▶ [ASSIGNMENT] Restate the entries below in full, exactly as they read, but without pictures.

▶ [INPUT FOR THIS TASK]
· · · · ·

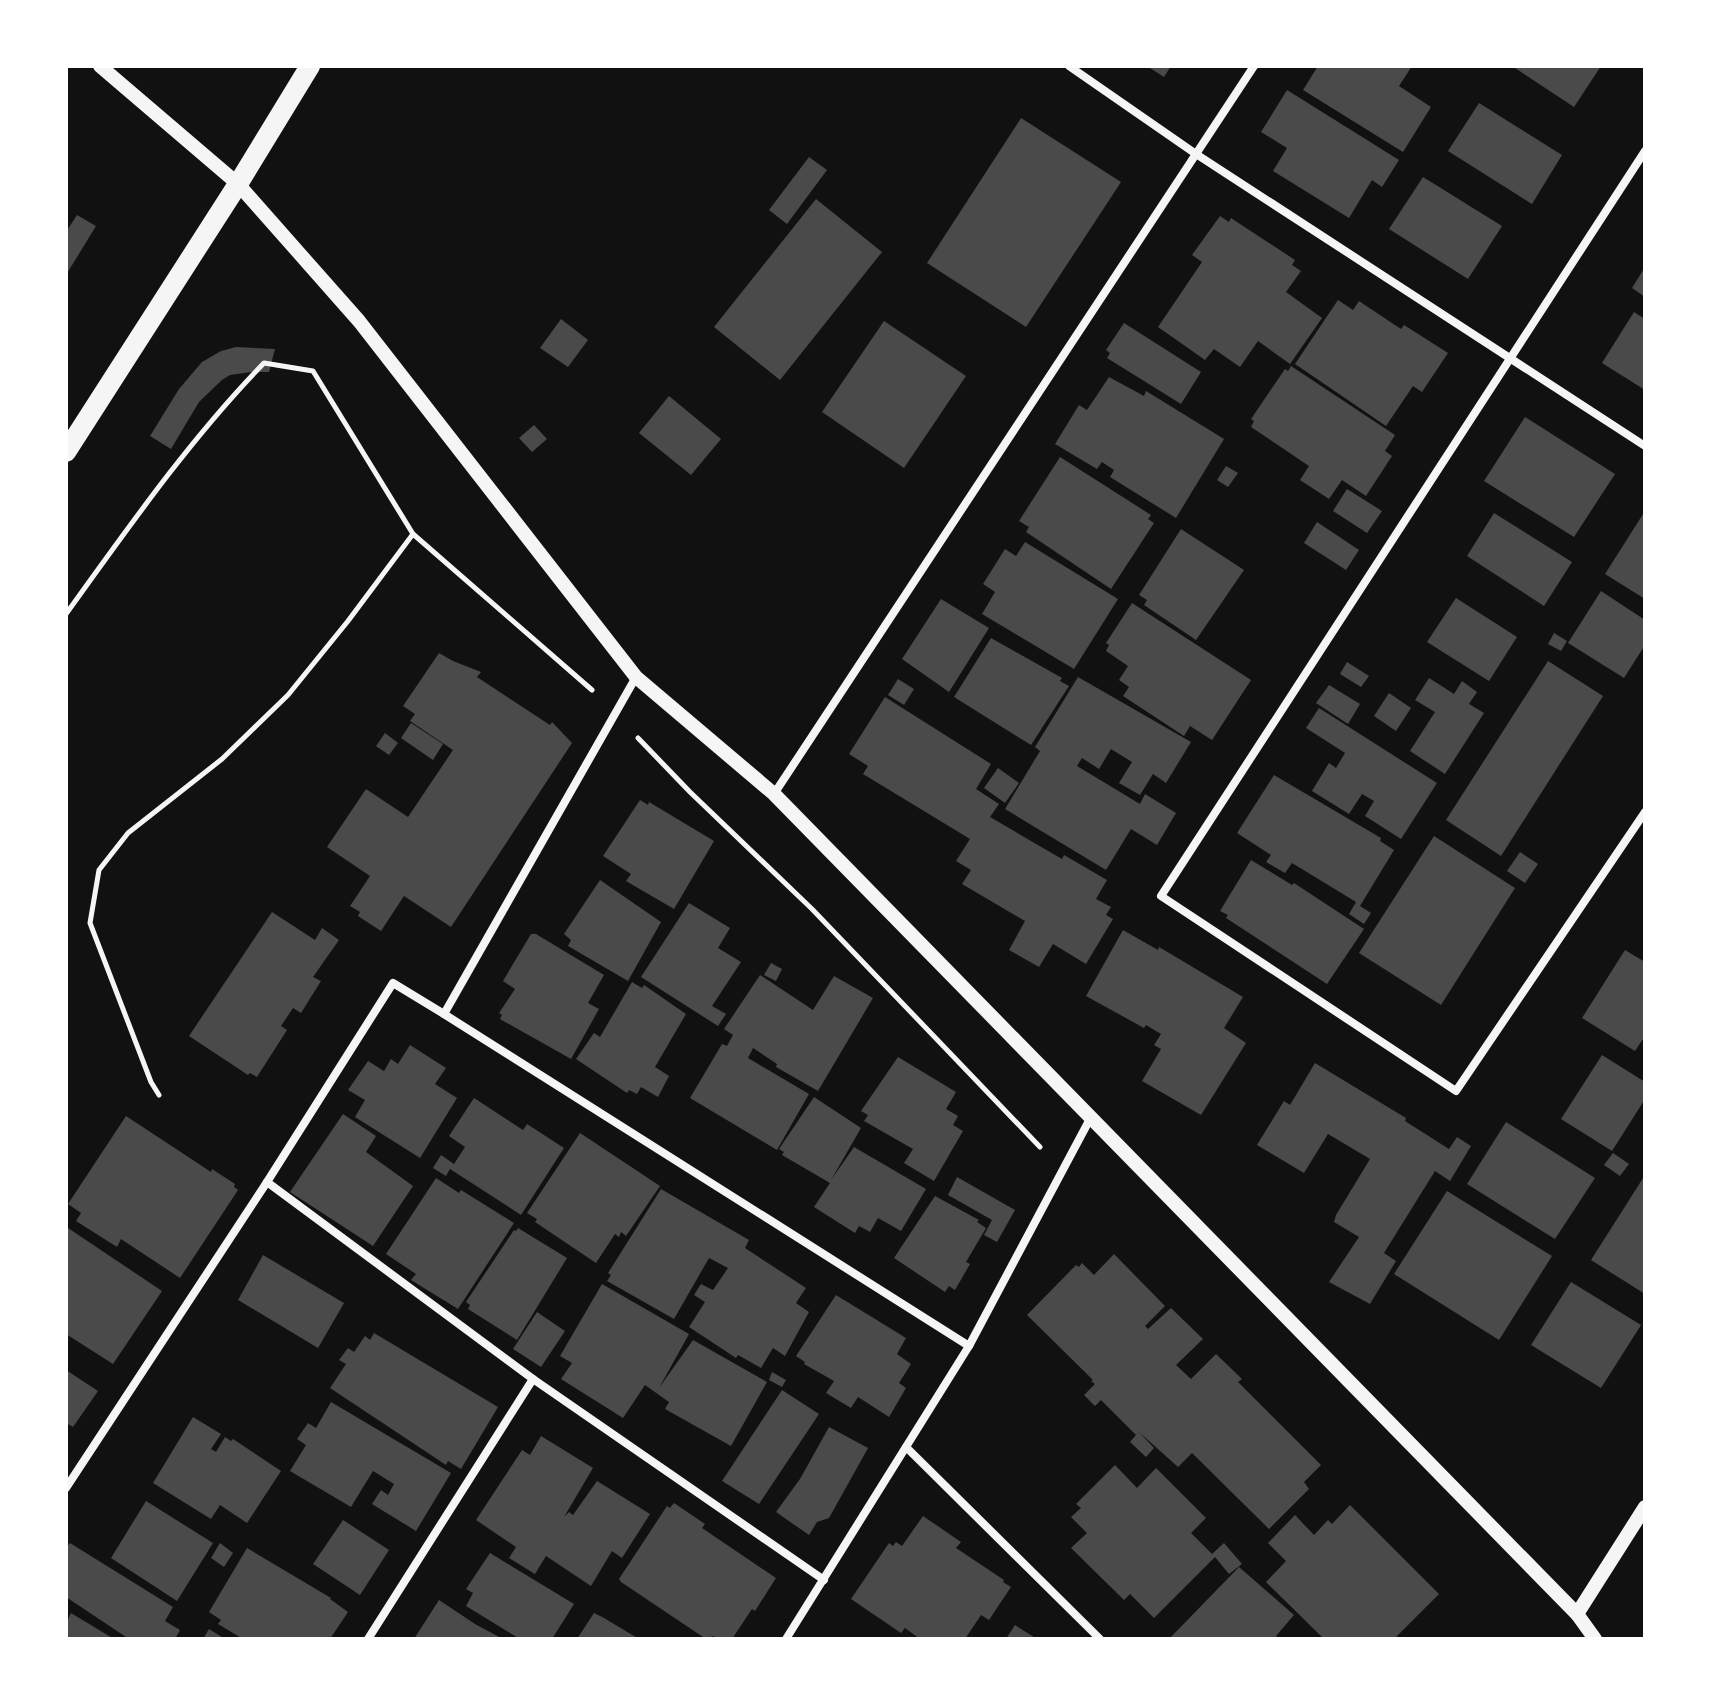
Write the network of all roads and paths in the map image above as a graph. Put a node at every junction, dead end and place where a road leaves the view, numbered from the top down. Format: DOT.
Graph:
graph roads {
  1 [pos="100,66"];
  2 [pos="310,66"];
  3 [pos="1069,66"];
  4 [pos="1254,66"];
  5 [pos="1645,151"];
  6 [pos="1196,154"];
  7 [pos="238,184"];
  8 [pos="1512,357"];
  9 [pos="1645,446"];
  10 [pos="66,452"];
  11 [pos="413,534"];
  12 [pos="66,614"];
  13 [pos="636,677"];
  14 [pos="615,714"];
  15 [pos="774,794"];
  16 [pos="1645,812"];
  17 [pos="444,1014"];
  18 [pos="159,1095"];
  19 [pos="1091,1117"];
  20 [pos="1049,1156"];
  21 [pos="267,1182"];
  22 [pos="969,1346"];
  23 [pos="533,1379"];
  24 [pos="906,1447"];
  25 [pos="66,1488"];
  26 [pos="1645,1507"];
  27 [pos="824,1580"];
  28 [pos="1577,1614"];
  29 [pos="368,1639"];
  30 [pos="786,1639"];
  31 [pos="1100,1639"];
  32 [pos="1595,1639"];
  1 -- 7 [label="street"];
  2 -- 7 [label="main road"];
  3 -- 6 [label="street"];
  4 -- 6 [label="street"];
  5 -- 8 [label="street"];
  6 -- 8 [label="street"];
  6 -- 15 [label="street"];
  7 -- 10 [label="main road"];
  7 -- 13 [label="street"];
  8 -- 9 [label="street"];
  8 -- 16 [label="street"];
  11 -- 12 [label="path"];
  11 -- 14 [label="path"];
  11 -- 18 [label="path"];
  13 -- 14 [label="street"];
  13 -- 15 [label="street"];
  14 -- 17 [label="street"];
  14 -- 20 [label="path"];
  15 -- 19 [label="street"];
  17 -- 21 [label="street"];
  17 -- 22 [label="street"];
  19 -- 22 [label="street"];
  19 -- 28 [label="street"];
  21 -- 23 [label="street"];
  21 -- 25 [label="street"];
  22 -- 24 [label="street"];
  23 -- 27 [label="street"];
  23 -- 29 [label="street"];
  24 -- 27 [label="street"];
  24 -- 31 [label="street"];
  26 -- 28 [label="street"];
  27 -- 30 [label="street"];
  28 -- 32 [label="street"];
}
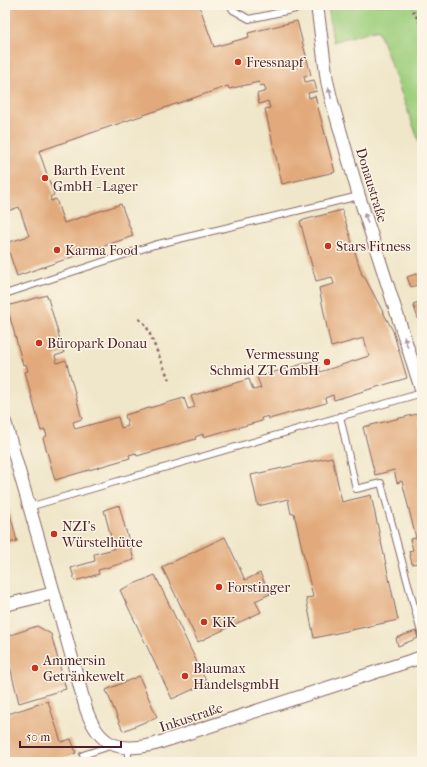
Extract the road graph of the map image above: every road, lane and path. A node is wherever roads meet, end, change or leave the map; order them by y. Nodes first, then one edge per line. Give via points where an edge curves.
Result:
1 (230, 5) edge
2 (314, 5) edge
3 (317, 5) edge
4 (410, 5) edge
5 (422, 27) edge
6 (359, 196) junction
7 (5, 294) edge
8 (139, 318) dead end
9 (170, 382) dead end
10 (422, 393) edge
11 (340, 416) junction
12 (5, 422) edge
13 (29, 507) junction
14 (54, 593) junction
15 (5, 605) edge
16 (422, 636) edge
17 (422, 657) edge
18 (113, 745) junction
19 (128, 749) junction
20 (83, 755) dead end
21 (128, 762) edge

1 - 2 lane via 233,10 249,19
6 -> 3 street, Donaustraße via 327,81
4 - 5 path
6 - 7 lane via 154,245
10 -> 6 street, Donaustraße
8 - 9 path via 146,326
10 - 11 lane
11 - 13 lane
11 - 16 lane via 356,489 381,484
12 - 13 street, Inkustraße
13 - 14 street, Inkustraße
14 - 15 street
14 - 18 street, Inkustraße via 88,716 98,732
17 - 19 street, Inkustraße via 172,739
18 - 19 street, Inkustraße
18 - 20 lane
19 - 21 lane

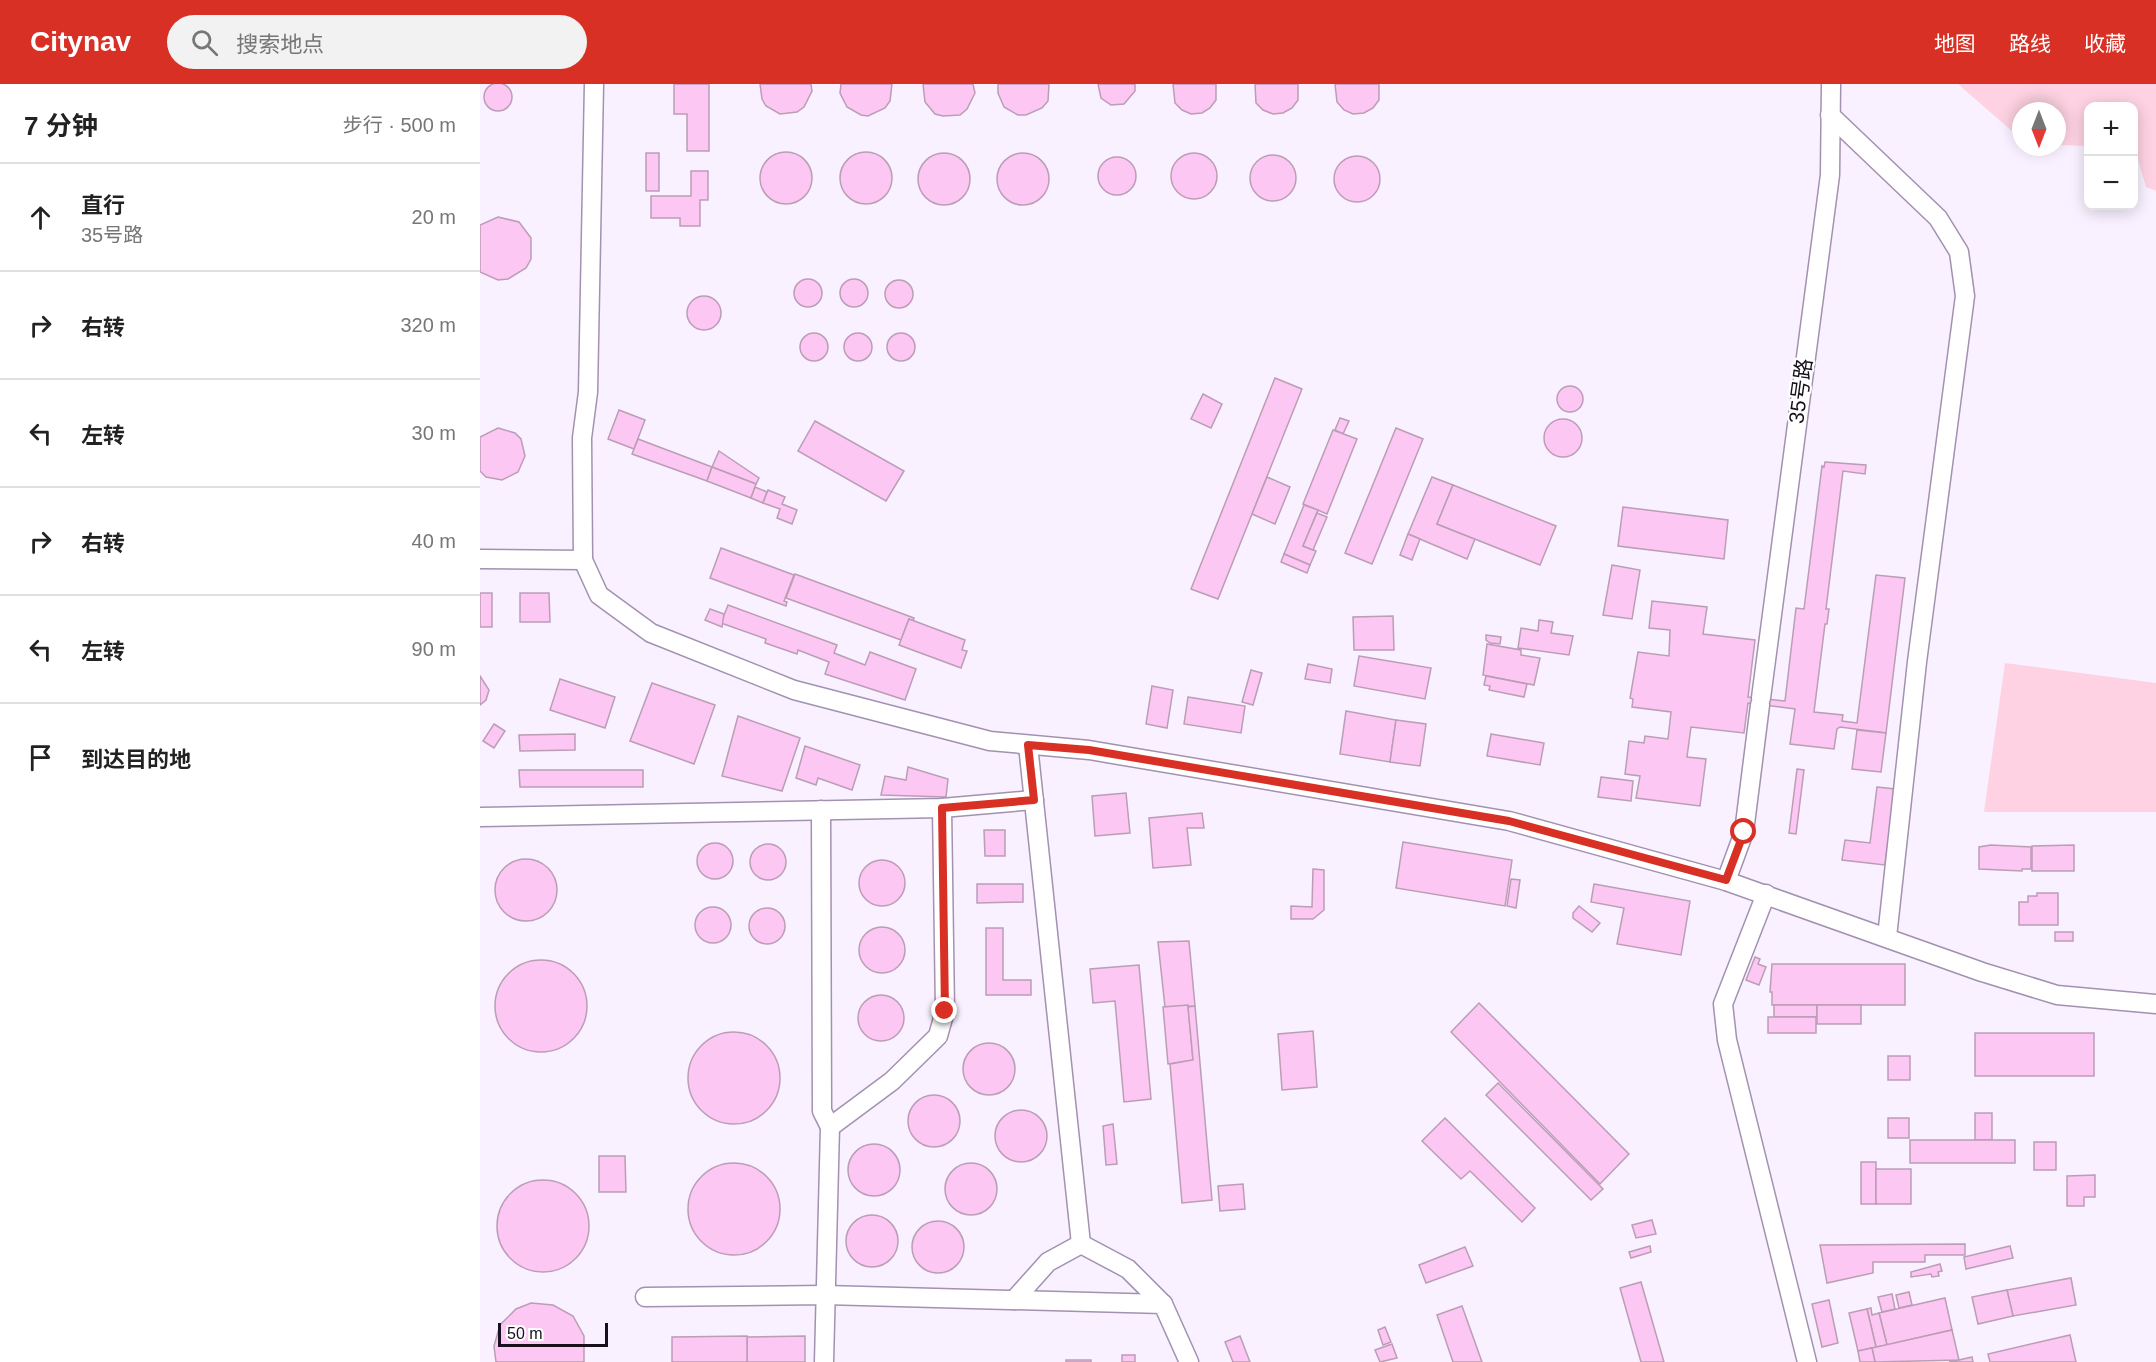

· · · · ·

▶ [RESPONSE BOX]
Write the network of all roads and paths in the map image above as a graph. Put a node at every junction, dead end and place where a road leaves the view, numbered from the top down. Format: DOT.
Graph:
graph roads {
  1 [pos="100,66"];
  2 [pos="310,66"];
  3 [pos="1069,66"];
  4 [pos="1254,66"];
  5 [pos="1645,151"];
  6 [pos="1196,154"];
  7 [pos="238,184"];
  8 [pos="1512,357"];
  9 [pos="1645,446"];
  10 [pos="66,452"];
  11 [pos="413,534"];
  12 [pos="66,614"];
  13 [pos="636,677"];
  14 [pos="615,714"];
  15 [pos="774,794"];
  16 [pos="1645,812"];
  17 [pos="444,1014"];
  18 [pos="159,1095"];
  19 [pos="1091,1117"];
  20 [pos="1049,1156"];
  21 [pos="267,1182"];
  22 [pos="969,1346"];
  23 [pos="533,1379"];
  24 [pos="906,1447"];
  25 [pos="66,1488"];
  26 [pos="1645,1507"];
  27 [pos="824,1580"];
  28 [pos="1577,1614"];
  29 [pos="368,1639"];
  30 [pos="786,1639"];
  31 [pos="1100,1639"];
  32 [pos="1595,1639"];
  1 -- 7 [label="street"];
  2 -- 7 [label="main road"];
  3 -- 6 [label="street"];
  4 -- 6 [label="street"];
  5 -- 8 [label="street"];
  6 -- 8 [label="street"];
  6 -- 15 [label="street"];
  7 -- 10 [label="main road"];
  7 -- 13 [label="street"];
  8 -- 9 [label="street"];
  8 -- 16 [label="street"];
  11 -- 12 [label="path"];
  11 -- 14 [label="path"];
  11 -- 18 [label="path"];
  13 -- 14 [label="street"];
  13 -- 15 [label="street"];
  14 -- 17 [label="street"];
  14 -- 20 [label="path"];
  15 -- 19 [label="street"];
  17 -- 21 [label="street"];
  17 -- 22 [label="street"];
  19 -- 22 [label="street"];
  19 -- 28 [label="street"];
  21 -- 23 [label="street"];
  21 -- 25 [label="street"];
  22 -- 24 [label="street"];
  23 -- 27 [label="street"];
  23 -- 29 [label="street"];
  24 -- 27 [label="street"];
  24 -- 31 [label="street"];
  26 -- 28 [label="street"];
  27 -- 30 [label="street"];
  28 -- 32 [label="street"];
}
Extract the road graph of the map image above: every road, lane and path. A node is wherever roads meet, end, change or leave the map; order them by y. Nodes first, then one edge per line. Give via points where an edge curves.
Result:
1 (230, 5) edge
2 (314, 5) edge
3 (317, 5) edge
4 (410, 5) edge
5 (422, 27) edge
6 (359, 196) junction
7 (5, 294) edge
8 (139, 318) dead end
9 (170, 382) dead end
10 (422, 393) edge
11 (340, 416) junction
12 (5, 422) edge
13 (29, 507) junction
14 (54, 593) junction
15 (5, 605) edge
16 (422, 636) edge
17 (422, 657) edge
18 (113, 745) junction
19 (128, 749) junction
20 (83, 755) dead end
21 (128, 762) edge

1 - 2 lane via 233,10 249,19
6 -> 3 street, Donaustraße via 327,81
4 - 5 path
6 - 7 lane via 154,245
10 -> 6 street, Donaustraße
8 - 9 path via 146,326
10 - 11 lane
11 - 13 lane
11 - 16 lane via 356,489 381,484
12 - 13 street, Inkustraße
13 - 14 street, Inkustraße
14 - 15 street
14 - 18 street, Inkustraße via 88,716 98,732
17 - 19 street, Inkustraße via 172,739
18 - 19 street, Inkustraße
18 - 20 lane
19 - 21 lane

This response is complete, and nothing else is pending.